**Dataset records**
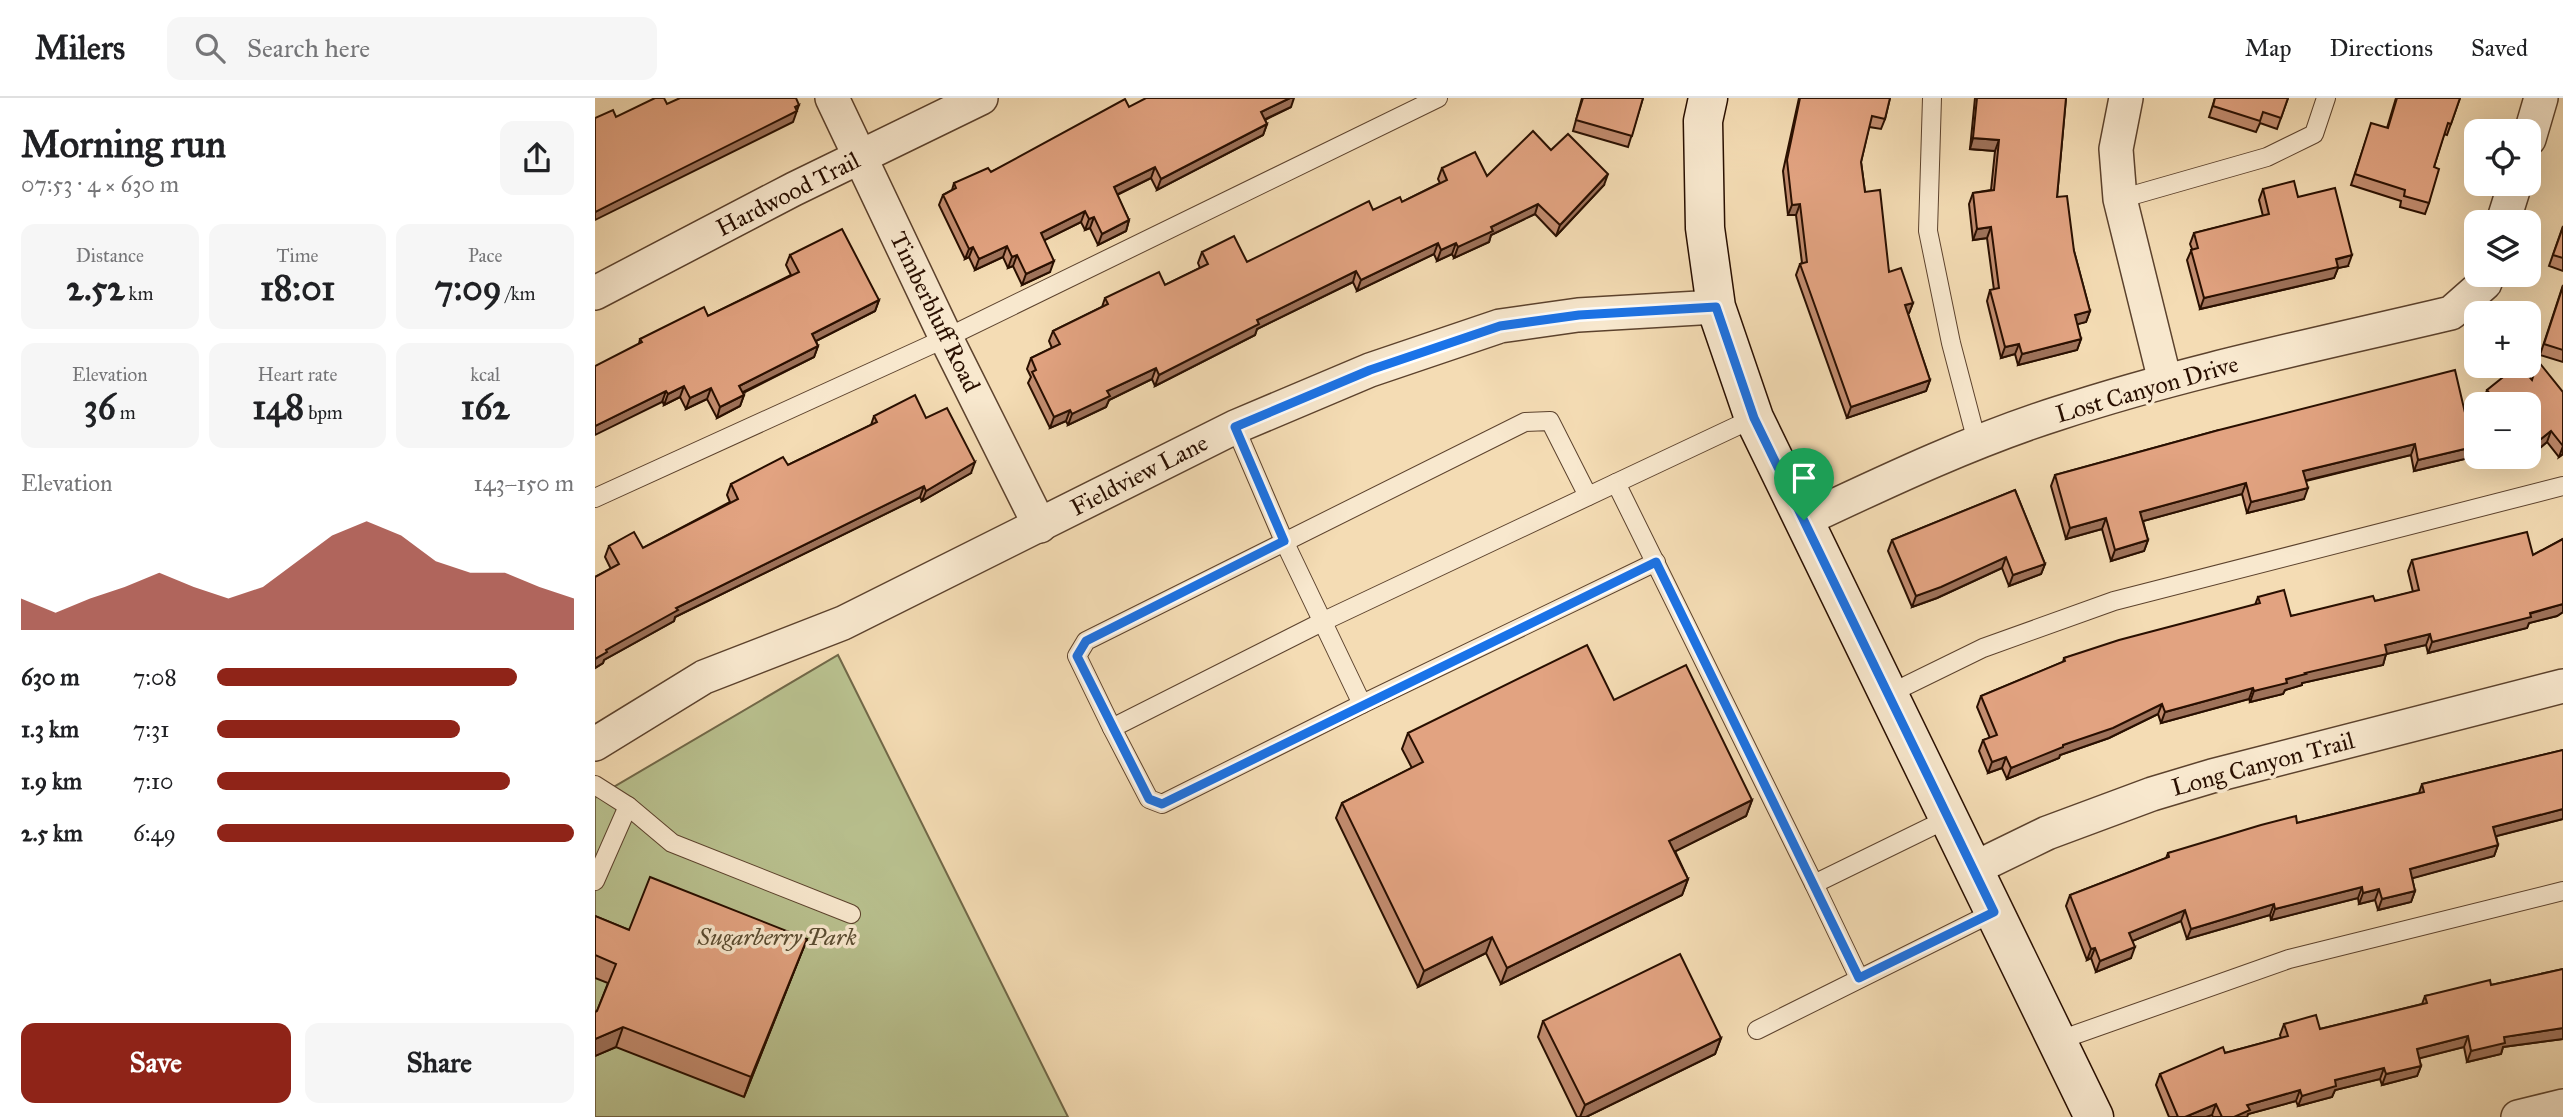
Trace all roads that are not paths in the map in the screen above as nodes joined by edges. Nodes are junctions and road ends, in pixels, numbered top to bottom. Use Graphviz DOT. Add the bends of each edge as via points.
graph roads {
  1 [pos="832,98"];
  2 [pos="981,98"];
  3 [pos="1438,98"];
  4 [pos="1708,98"];
  5 [pos="1932,98"];
  6 [pos="2126,98"];
  7 [pos="2326,98"];
  8 [pos="2541,98"];
  9 [pos="2535,119"];
  10 [pos="860,158"];
  11 [pos="2120,199"];
  12 [pos="2480,287"];
  13 [pos="595,293"];
  14 [pos="1716,307"];
  15 [pos="946,338"];
  16 [pos="2165,381"];
  17 [pos="1754,418"];
  18 [pos="1235,427"];
  19 [pos="1977,442"];
  20 [pos="1616,483"];
  21 [pos="2563,486"];
  22 [pos="1588,496"];
  23 [pos="595,498"];
  24 [pos="1804,520"];
  25 [pos="1040,526"];
  26 [pos="1284,541"];
  27 [pos="1656,562"];
  28 [pos="1324,621"];
  29 [pos="2563,686"];
  30 [pos="1889,694"];
  31 [pos="1362,704"];
  32 [pos="1112,728"];
  33 [pos="595,744"];
  34 [pos="595,785"];
  35 [pos="628,806"];
  36 [pos="1949,818"];
  37 [pos="1973,869"];
  38 [pos="595,881"];
  39 [pos="1814,884"];
  40 [pos="2563,891"];
  41 [pos="1994,912"];
  42 [pos="851,914"];
  43 [pos="1859,978"];
  44 [pos="1757,1030"];
  45 [pos="2057,1041"];
  46 [pos="2563,1106"];
  47 [pos="2094,1117"];
  48 [pos="2518,1117"];
  1 -- 10 [label="street, Timberbluff Road"];
  2 -- 10 [label="street, Hardwood Trail"];
  3 -- 15 [label="lane"];
  4 -- 14 [label="street" via="1703,121 1705,228"];
  5 -- 19 [label="lane" via="1928,231"];
  6 -- 11 [label="street" via="2116,149"];
  7 -- 11 [label="lane" via="2314,134 2267,157"];
  8 -- 9 [label="street"];
  10 -- 13 [label="street, Hardwood Trail"];
  10 -- 15 [label="street, Timberbluff Road"];
  11 -- 16 [label="street"];
  12 -- 16 [label="street, Lost Canyon Drive" via="2451,313"];
  14 -- 17 [label="street"];
  14 -- 18 [label="street, Fieldview Lane" via="1579,315 1500,326 1370,370"];
  15 -- 23 [label="lane"];
  15 -- 25 [label="street, Timberbluff Road"];
  16 -- 19 [label="street, Lost Canyon Drive"];
  17 -- 20 [label="lane"];
  17 -- 24 [label="street"];
  18 -- 25 [label="street, Fieldview Lane"];
  18 -- 26 [label="lane"];
  19 -- 24 [label="street, Lost Canyon Drive"];
  20 -- 22 [label="lane"];
  20 -- 27 [label="lane"];
  21 -- 30 [label="lane" via="2114,601 1983,648"];
  22 -- 26 [label="lane" via="1550,421 1525,422"];
  22 -- 28 [label="lane"];
  24 -- 30 [label="street"];
  25 -- 33 [label="street, Fieldview Lane" via="843,623 704,677"];
  26 -- 28 [label="lane"];
  26 -- 32 [label="lane" via="1086,641 1077,656"];
  27 -- 31 [label="lane"];
  27 -- 39 [label="lane"];
  28 -- 31 [label="lane"];
  28 -- 32 [label="lane"];
  29 -- 37 [label="street, Long Canyon Trail" via="2164,790 2047,833"];
  30 -- 36 [label="street"];
  31 -- 32 [label="lane" via="1162,804 1149,799"];
  34 -- 35 [label="lane"];
  35 -- 38 [label="lane"];
  35 -- 42 [label="lane" via="672,843"];
  36 -- 37 [label="street"];
  36 -- 39 [label="lane"];
  37 -- 41 [label="street"];
  39 -- 43 [label="lane"];
  40 -- 45 [label="lane" via="2288,959"];
  41 -- 43 [label="lane"];
  41 -- 45 [label="street"];
  43 -- 44 [label="lane"];
  45 -- 47 [label="street"];
  46 -- 48 [label="street"];
}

**INSTRUCTIONS FOR THE TASK**
Whenever a line above holds the word "Canyon", include it in your count, and report nothing but that count.

**YOUR SOLUTION**
4